NYMEX May West Texas Intermediate futures settled $0.11 lower at $59.30 bbl, while ICE May Brent edged $0.01 down to settle at $67.82 bbl ahead of contract expiration at Friday’s close. NYMEX April ULSD futures dipped 0.86cts to settle at $1.9720 gallon. NYMEX April RBOB futures extended losses from the previous session to settle down 1.56cts at $1.8799 gallon, retreating from a better-than five-month high posted earlier in the week. NYMEX April products are set to expire at Friday’s close.
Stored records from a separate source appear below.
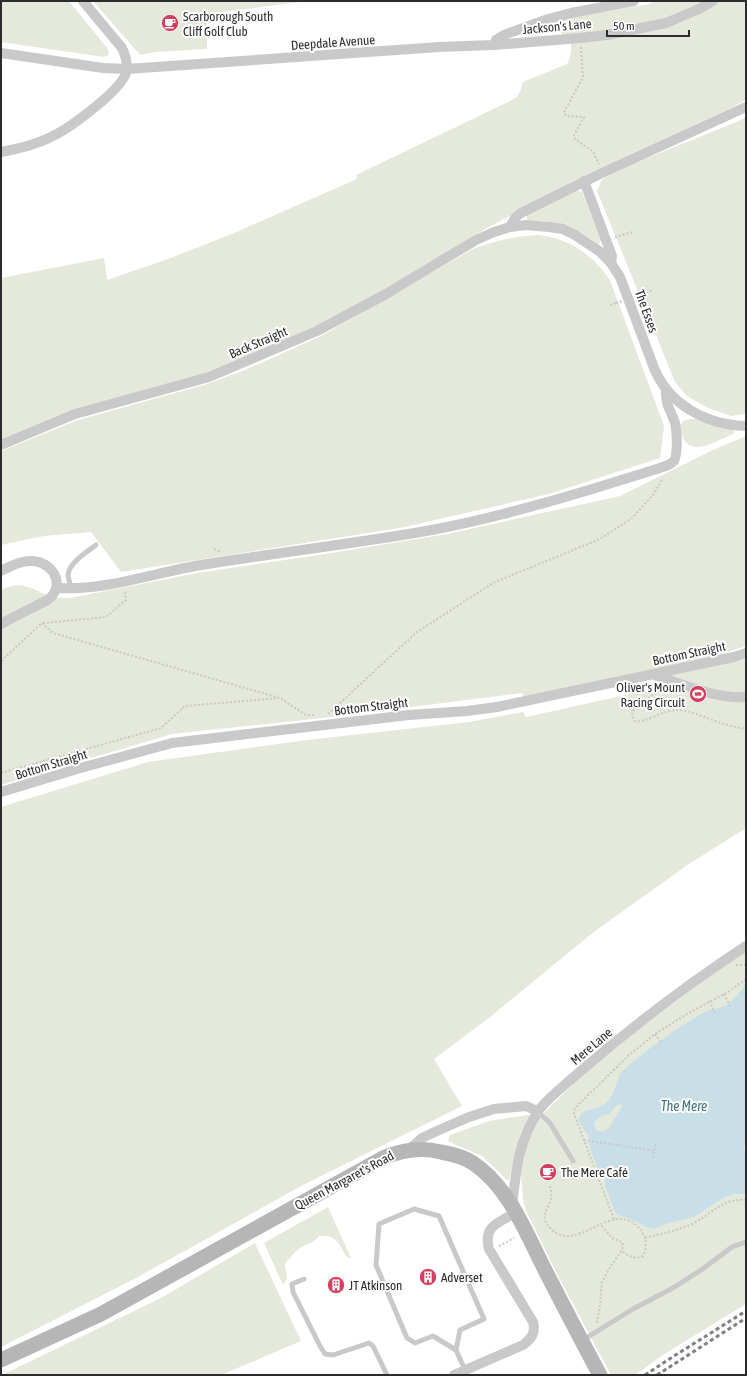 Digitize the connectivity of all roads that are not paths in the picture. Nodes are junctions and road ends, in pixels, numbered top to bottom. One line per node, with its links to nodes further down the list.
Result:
1 (83, 1): 6 (street)
2 (634, 1): 4 (street)
3 (713, 1): 4 (street, Jackson's Lane)
4 (494, 45): 6 (street, Deepdale Avenue)
5 (1, 53): 6 (street, Deepdale Avenue)
6 (127, 69): 8 (street)
7 (746, 108): 9 (street)
8 (1, 152)
9 (584, 181): 10 (street); 11 (street)
10 (510, 227): 11 (street, The Esses); 16 (street, Back Straight)
11 (611, 263): 12 (street, The Esses)
12 (666, 390): 13 (street, The Esses); 14 (street)
13 (692, 412): 14 (street); 15 (street, The Esses)
14 (676, 425): 20 (street)
15 (746, 426)
16 (1, 445)
17 (96, 545): 20 (lane)
18 (1, 571): 19 (street)
19 (57, 588): 20 (street); 21 (street)
20 (71, 588)
21 (1, 624)
22 (746, 653): 23 (street, Bottom Straight)
23 (652, 674): 24 (street); 25 (street, Bottom Straight)
24 (746, 697)
25 (1, 792)
26 (746, 946): 27 (street, Mere Lane)
27 (537, 1111): 28 (street); 29 (lane); 30 (street, Mere Lane)
28 (410, 1149): 30 (main road, Queen Margaret's Road); 35 (main road, Queen Margaret's Road)
29 (574, 1161)
30 (514, 1209): 33 (main road, Queen Margaret's Road); 36 (street)
31 (746, 1242): 33 (lane)
32 (304, 1279): 37 (lane)
33 (581, 1341): 39 (main road, Queen Margaret's Road)
34 (456, 1350): 34 (lane); 36 (lane)
35 (1, 1360)
36 (465, 1370): 38 (street)
37 (387, 1375)
38 (454, 1375)
39 (600, 1375)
Thursday morning, Trump once again called on OPEC to boost output, citing rising oil prices. “Very important that OPEC increase the flow of oil. World markets are fragile & oil is getting too high,” Trump tweeted. Under the OPEC+ agreement, oil production from the 14-member group in February reached a four-year low, down 300,000 bpd from prior month to 30.06 million bpd.

According to OPEC data, the compliance rate with the accord was 86% for the profiled month, with Saudi Arabia, United Arab Emirates and Kuwait cutting deeper than originally pledged. In contrast, compliance by non-OPEC participants was only 25%, with Russia, the second largest oil producer within the accord, has lagged behind its pledged quota for the first two months into the deal. Russian oil output was 11.34 million bpd in February, down 75,000 bpd, while still missing the accord target.

In a recent interview, Russian Energy Minister Alexander Novak said the country would reach its pledged production cut of 228,000 bpd from October’s output rate by the end of this month, boosting its compliance rate under the OPEC+ agreement. According to Reuters, Moscow is unlikely to agree to an extension of the six-month agreement beyond June, as it is under internal pressure to lift the production cap.